* [WHAT YOU HAVE TO DO] Extract the full listing below without altering a single character.
** RECORDS PROVIDED follows **
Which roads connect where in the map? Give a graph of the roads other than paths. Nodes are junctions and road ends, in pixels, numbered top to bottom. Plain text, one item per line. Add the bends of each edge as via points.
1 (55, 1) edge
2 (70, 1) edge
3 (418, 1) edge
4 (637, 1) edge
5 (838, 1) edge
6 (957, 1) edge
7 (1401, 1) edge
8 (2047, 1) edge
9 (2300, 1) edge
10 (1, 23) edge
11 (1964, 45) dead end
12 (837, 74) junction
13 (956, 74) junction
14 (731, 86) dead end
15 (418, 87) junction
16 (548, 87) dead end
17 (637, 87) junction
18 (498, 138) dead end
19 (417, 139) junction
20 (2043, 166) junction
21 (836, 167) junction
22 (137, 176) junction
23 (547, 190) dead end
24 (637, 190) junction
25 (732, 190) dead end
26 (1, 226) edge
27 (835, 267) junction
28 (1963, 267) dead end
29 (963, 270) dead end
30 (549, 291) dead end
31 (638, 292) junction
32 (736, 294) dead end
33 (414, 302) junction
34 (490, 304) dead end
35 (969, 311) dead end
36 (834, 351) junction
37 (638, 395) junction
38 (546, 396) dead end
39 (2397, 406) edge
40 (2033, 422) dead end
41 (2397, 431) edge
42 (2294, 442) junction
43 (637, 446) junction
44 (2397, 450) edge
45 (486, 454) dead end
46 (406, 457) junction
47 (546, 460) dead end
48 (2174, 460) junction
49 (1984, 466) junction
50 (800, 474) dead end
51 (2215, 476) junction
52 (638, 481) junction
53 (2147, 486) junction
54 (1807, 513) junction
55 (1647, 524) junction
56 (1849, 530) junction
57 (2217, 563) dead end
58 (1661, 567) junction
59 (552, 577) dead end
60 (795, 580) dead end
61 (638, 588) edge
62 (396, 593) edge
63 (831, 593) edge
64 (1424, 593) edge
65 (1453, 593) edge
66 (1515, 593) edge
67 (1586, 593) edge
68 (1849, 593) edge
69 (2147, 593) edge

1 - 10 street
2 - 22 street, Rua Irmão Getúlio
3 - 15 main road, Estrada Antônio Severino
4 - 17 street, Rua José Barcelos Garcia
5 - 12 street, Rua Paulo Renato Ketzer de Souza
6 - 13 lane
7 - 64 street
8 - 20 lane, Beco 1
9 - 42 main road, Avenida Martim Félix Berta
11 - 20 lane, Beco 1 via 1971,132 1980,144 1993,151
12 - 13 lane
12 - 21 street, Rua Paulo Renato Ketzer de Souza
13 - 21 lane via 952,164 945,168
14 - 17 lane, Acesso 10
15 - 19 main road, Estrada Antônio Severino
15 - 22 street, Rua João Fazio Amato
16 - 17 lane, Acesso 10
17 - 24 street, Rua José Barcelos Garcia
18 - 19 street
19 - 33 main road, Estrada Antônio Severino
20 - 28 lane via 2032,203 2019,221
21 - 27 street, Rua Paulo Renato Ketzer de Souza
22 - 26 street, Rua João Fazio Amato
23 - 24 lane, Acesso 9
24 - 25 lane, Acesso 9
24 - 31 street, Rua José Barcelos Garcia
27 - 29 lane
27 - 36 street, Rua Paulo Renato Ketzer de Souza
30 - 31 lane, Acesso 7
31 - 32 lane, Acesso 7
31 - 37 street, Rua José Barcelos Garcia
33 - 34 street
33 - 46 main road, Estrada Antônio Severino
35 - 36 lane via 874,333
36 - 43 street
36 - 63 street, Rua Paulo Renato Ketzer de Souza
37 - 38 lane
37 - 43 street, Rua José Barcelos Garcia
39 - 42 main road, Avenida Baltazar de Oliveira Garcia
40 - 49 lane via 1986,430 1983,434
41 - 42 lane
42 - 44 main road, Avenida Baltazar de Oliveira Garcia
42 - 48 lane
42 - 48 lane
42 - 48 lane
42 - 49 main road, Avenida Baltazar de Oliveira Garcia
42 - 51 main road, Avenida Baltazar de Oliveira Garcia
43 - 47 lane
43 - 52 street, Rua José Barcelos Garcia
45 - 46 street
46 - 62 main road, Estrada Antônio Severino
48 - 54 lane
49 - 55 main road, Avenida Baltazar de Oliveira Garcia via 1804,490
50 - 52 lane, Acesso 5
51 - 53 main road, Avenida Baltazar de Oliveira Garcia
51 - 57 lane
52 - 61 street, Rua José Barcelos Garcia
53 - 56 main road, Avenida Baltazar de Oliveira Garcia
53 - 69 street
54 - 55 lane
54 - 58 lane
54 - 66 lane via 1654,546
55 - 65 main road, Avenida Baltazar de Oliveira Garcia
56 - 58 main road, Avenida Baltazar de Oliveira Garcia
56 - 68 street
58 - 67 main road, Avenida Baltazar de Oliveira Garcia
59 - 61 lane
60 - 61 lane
** End of RECORDS PROVIDED **
* [YOUR RESPONSE]
Which roads connect where in the map? Give a graph of the roads other than paths. Nodes are junctions and road ends, in pixels, numbered top to bottom. Plain text, one item per line. Add the bends of each edge as via points.
1 (55, 1) edge
2 (70, 1) edge
3 (418, 1) edge
4 (637, 1) edge
5 (838, 1) edge
6 (957, 1) edge
7 (1401, 1) edge
8 (2047, 1) edge
9 (2300, 1) edge
10 (1, 23) edge
11 (1964, 45) dead end
12 (837, 74) junction
13 (956, 74) junction
14 (731, 86) dead end
15 (418, 87) junction
16 (548, 87) dead end
17 (637, 87) junction
18 (498, 138) dead end
19 (417, 139) junction
20 (2043, 166) junction
21 (836, 167) junction
22 (137, 176) junction
23 (547, 190) dead end
24 (637, 190) junction
25 (732, 190) dead end
26 (1, 226) edge
27 (835, 267) junction
28 (1963, 267) dead end
29 (963, 270) dead end
30 (549, 291) dead end
31 (638, 292) junction
32 (736, 294) dead end
33 (414, 302) junction
34 (490, 304) dead end
35 (969, 311) dead end
36 (834, 351) junction
37 (638, 395) junction
38 (546, 396) dead end
39 (2397, 406) edge
40 (2033, 422) dead end
41 (2397, 431) edge
42 (2294, 442) junction
43 (637, 446) junction
44 (2397, 450) edge
45 (486, 454) dead end
46 (406, 457) junction
47 (546, 460) dead end
48 (2174, 460) junction
49 (1984, 466) junction
50 (800, 474) dead end
51 (2215, 476) junction
52 (638, 481) junction
53 (2147, 486) junction
54 (1807, 513) junction
55 (1647, 524) junction
56 (1849, 530) junction
57 (2217, 563) dead end
58 (1661, 567) junction
59 (552, 577) dead end
60 (795, 580) dead end
61 (638, 588) edge
62 (396, 593) edge
63 (831, 593) edge
64 (1424, 593) edge
65 (1453, 593) edge
66 (1515, 593) edge
67 (1586, 593) edge
68 (1849, 593) edge
69 (2147, 593) edge

1 - 10 street
2 - 22 street, Rua Irmão Getúlio
3 - 15 main road, Estrada Antônio Severino
4 - 17 street, Rua José Barcelos Garcia
5 - 12 street, Rua Paulo Renato Ketzer de Souza
6 - 13 lane
7 - 64 street
8 - 20 lane, Beco 1
9 - 42 main road, Avenida Martim Félix Berta
11 - 20 lane, Beco 1 via 1971,132 1980,144 1993,151
12 - 13 lane
12 - 21 street, Rua Paulo Renato Ketzer de Souza
13 - 21 lane via 952,164 945,168
14 - 17 lane, Acesso 10
15 - 19 main road, Estrada Antônio Severino
15 - 22 street, Rua João Fazio Amato
16 - 17 lane, Acesso 10
17 - 24 street, Rua José Barcelos Garcia
18 - 19 street
19 - 33 main road, Estrada Antônio Severino
20 - 28 lane via 2032,203 2019,221
21 - 27 street, Rua Paulo Renato Ketzer de Souza
22 - 26 street, Rua João Fazio Amato
23 - 24 lane, Acesso 9
24 - 25 lane, Acesso 9
24 - 31 street, Rua José Barcelos Garcia
27 - 29 lane
27 - 36 street, Rua Paulo Renato Ketzer de Souza
30 - 31 lane, Acesso 7
31 - 32 lane, Acesso 7
31 - 37 street, Rua José Barcelos Garcia
33 - 34 street
33 - 46 main road, Estrada Antônio Severino
35 - 36 lane via 874,333
36 - 43 street
36 - 63 street, Rua Paulo Renato Ketzer de Souza
37 - 38 lane
37 - 43 street, Rua José Barcelos Garcia
39 - 42 main road, Avenida Baltazar de Oliveira Garcia
40 - 49 lane via 1986,430 1983,434
41 - 42 lane
42 - 44 main road, Avenida Baltazar de Oliveira Garcia
42 - 48 lane
42 - 48 lane
42 - 48 lane
42 - 49 main road, Avenida Baltazar de Oliveira Garcia
42 - 51 main road, Avenida Baltazar de Oliveira Garcia
43 - 47 lane
43 - 52 street, Rua José Barcelos Garcia
45 - 46 street
46 - 62 main road, Estrada Antônio Severino
48 - 54 lane
49 - 55 main road, Avenida Baltazar de Oliveira Garcia via 1804,490
50 - 52 lane, Acesso 5
51 - 53 main road, Avenida Baltazar de Oliveira Garcia
51 - 57 lane
52 - 61 street, Rua José Barcelos Garcia
53 - 56 main road, Avenida Baltazar de Oliveira Garcia
53 - 69 street
54 - 55 lane
54 - 58 lane
54 - 66 lane via 1654,546
55 - 65 main road, Avenida Baltazar de Oliveira Garcia
56 - 58 main road, Avenida Baltazar de Oliveira Garcia
56 - 68 street
58 - 67 main road, Avenida Baltazar de Oliveira Garcia
59 - 61 lane
60 - 61 lane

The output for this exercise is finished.